▸ **EXERCISE INSTRUCTIONS**: Your answer should hold every line of the records below that contains the string "main".

▸ **DATASET ENTRIES**:
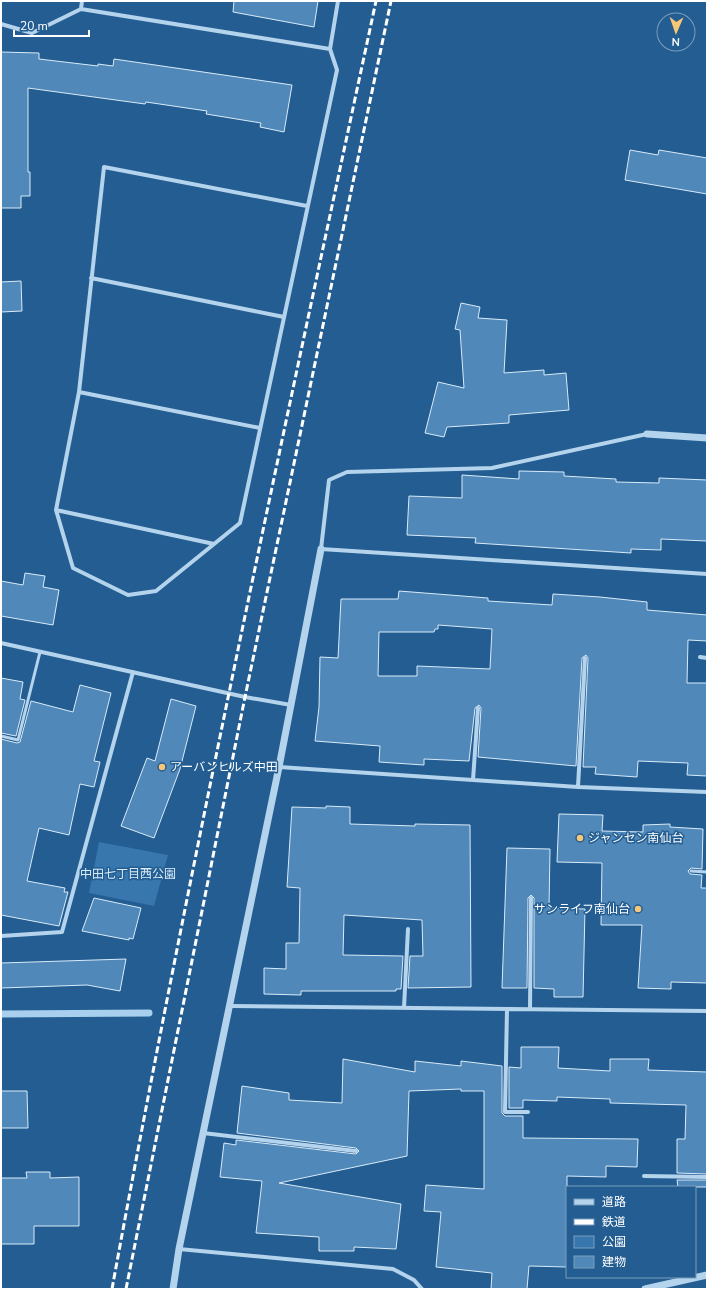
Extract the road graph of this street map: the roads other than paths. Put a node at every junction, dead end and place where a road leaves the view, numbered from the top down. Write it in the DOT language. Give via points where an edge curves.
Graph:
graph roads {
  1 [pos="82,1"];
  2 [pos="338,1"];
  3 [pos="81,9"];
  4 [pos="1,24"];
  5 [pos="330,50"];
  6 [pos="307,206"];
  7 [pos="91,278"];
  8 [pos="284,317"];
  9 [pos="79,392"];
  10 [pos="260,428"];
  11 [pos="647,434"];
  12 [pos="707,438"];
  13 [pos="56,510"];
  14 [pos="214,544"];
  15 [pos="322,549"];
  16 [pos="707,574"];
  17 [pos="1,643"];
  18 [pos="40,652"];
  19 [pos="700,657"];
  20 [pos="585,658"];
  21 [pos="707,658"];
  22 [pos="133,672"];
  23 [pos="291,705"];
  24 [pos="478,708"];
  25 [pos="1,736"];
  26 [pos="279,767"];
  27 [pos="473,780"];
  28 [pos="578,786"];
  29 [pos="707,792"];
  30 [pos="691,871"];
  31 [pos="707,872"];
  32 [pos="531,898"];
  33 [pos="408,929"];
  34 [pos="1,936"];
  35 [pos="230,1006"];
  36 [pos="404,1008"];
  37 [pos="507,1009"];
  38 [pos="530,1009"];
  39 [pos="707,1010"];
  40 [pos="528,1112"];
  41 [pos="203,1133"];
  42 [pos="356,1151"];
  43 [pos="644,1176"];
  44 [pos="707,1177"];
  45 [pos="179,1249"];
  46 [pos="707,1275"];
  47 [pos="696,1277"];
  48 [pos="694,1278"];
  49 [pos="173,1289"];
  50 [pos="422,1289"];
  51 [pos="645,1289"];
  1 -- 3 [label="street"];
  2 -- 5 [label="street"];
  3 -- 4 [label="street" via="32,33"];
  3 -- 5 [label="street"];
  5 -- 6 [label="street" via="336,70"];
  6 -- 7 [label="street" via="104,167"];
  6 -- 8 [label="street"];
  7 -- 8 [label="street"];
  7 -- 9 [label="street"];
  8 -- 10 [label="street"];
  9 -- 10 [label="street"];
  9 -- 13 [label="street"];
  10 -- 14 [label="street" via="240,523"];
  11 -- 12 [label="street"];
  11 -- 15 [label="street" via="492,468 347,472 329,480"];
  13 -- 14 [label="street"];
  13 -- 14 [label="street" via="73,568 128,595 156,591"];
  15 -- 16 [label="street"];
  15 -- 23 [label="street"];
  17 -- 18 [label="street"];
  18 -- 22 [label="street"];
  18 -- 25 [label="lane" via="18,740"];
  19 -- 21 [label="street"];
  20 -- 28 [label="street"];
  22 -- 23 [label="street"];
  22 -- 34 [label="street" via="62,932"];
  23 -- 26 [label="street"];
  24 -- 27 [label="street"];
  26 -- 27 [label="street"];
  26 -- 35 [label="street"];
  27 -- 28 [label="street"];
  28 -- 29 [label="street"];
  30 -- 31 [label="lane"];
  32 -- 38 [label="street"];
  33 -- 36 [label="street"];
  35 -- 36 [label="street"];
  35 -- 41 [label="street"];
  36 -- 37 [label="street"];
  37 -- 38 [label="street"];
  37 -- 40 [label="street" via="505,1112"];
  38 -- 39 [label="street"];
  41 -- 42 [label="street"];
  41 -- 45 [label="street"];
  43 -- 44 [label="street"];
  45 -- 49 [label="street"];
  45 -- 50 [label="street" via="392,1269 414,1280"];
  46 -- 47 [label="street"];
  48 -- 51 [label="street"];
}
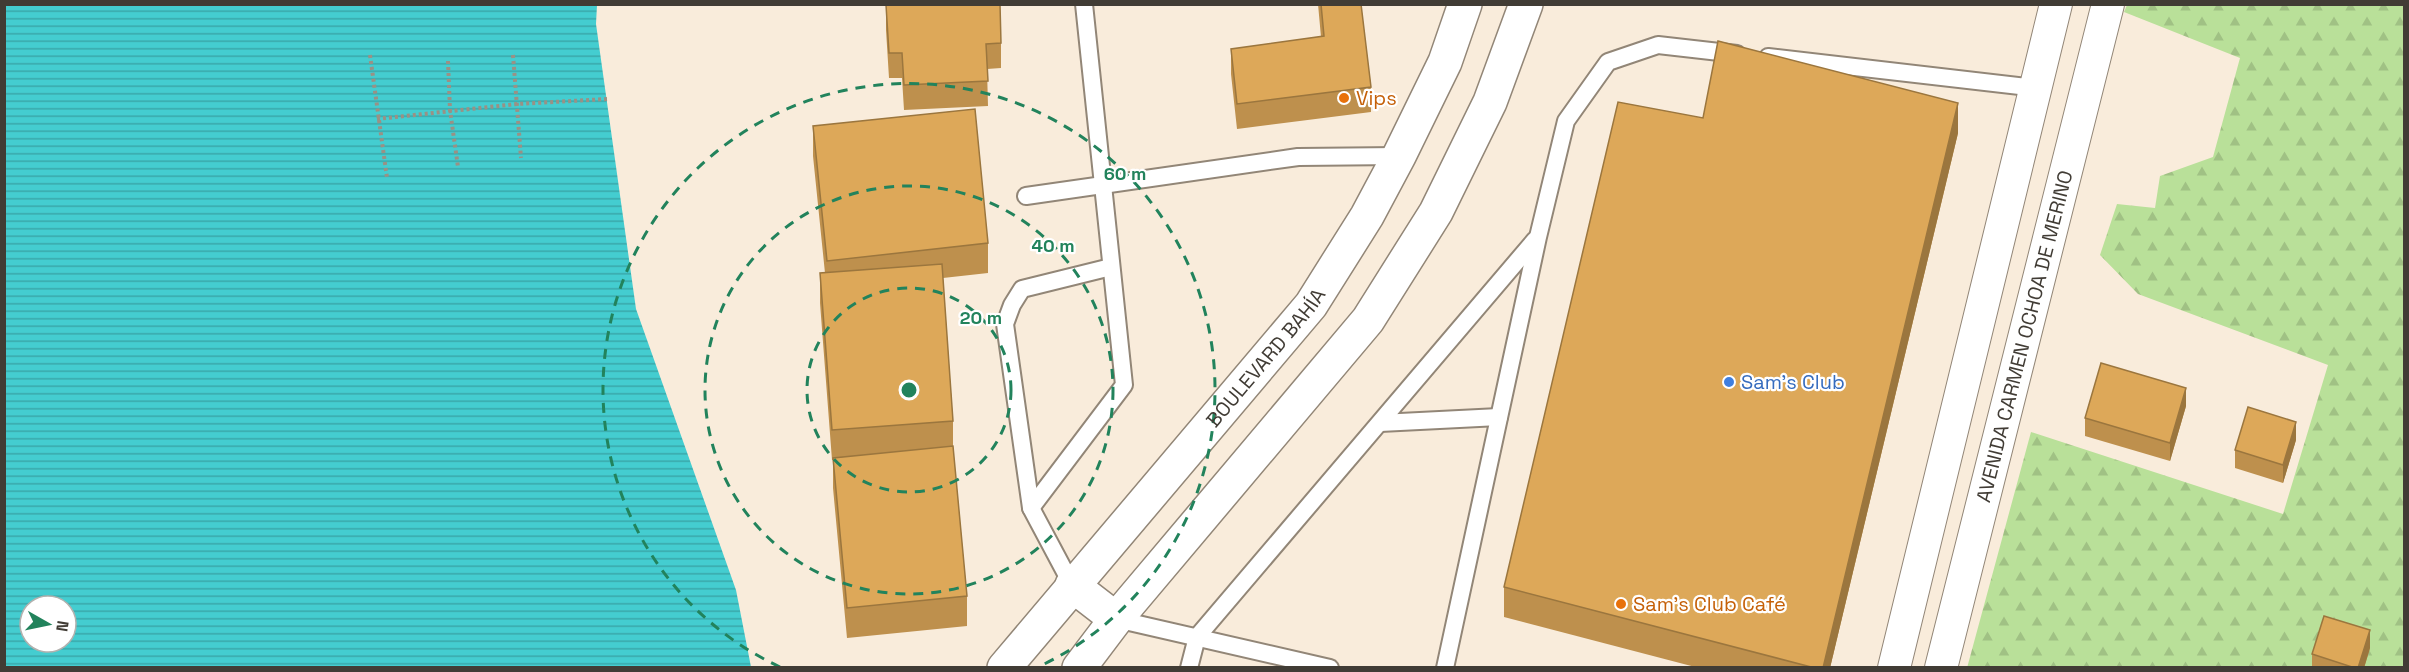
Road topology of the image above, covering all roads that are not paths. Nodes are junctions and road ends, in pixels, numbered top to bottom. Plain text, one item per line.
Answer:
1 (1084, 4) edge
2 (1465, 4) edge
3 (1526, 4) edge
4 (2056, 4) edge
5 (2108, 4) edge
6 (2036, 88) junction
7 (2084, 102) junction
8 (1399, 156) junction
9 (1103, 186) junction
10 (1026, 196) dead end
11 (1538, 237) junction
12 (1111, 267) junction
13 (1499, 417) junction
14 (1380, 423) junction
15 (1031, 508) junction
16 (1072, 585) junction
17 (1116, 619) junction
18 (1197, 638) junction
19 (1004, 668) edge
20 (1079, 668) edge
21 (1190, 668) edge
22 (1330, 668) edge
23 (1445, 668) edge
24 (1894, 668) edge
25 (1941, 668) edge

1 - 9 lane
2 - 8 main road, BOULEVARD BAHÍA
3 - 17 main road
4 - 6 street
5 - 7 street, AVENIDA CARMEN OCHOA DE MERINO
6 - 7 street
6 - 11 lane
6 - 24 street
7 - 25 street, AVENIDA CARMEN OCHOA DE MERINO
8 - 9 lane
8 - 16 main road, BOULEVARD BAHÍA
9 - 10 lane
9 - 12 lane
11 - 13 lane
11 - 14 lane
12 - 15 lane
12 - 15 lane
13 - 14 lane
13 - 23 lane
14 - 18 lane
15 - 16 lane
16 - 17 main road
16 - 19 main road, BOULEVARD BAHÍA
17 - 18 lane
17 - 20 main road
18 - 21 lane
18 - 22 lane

▸ **SOLUTION**:
2 - 8 main road, BOULEVARD BAHÍA
3 - 17 main road
8 - 16 main road, BOULEVARD BAHÍA
16 - 17 main road
16 - 19 main road, BOULEVARD BAHÍA
17 - 20 main road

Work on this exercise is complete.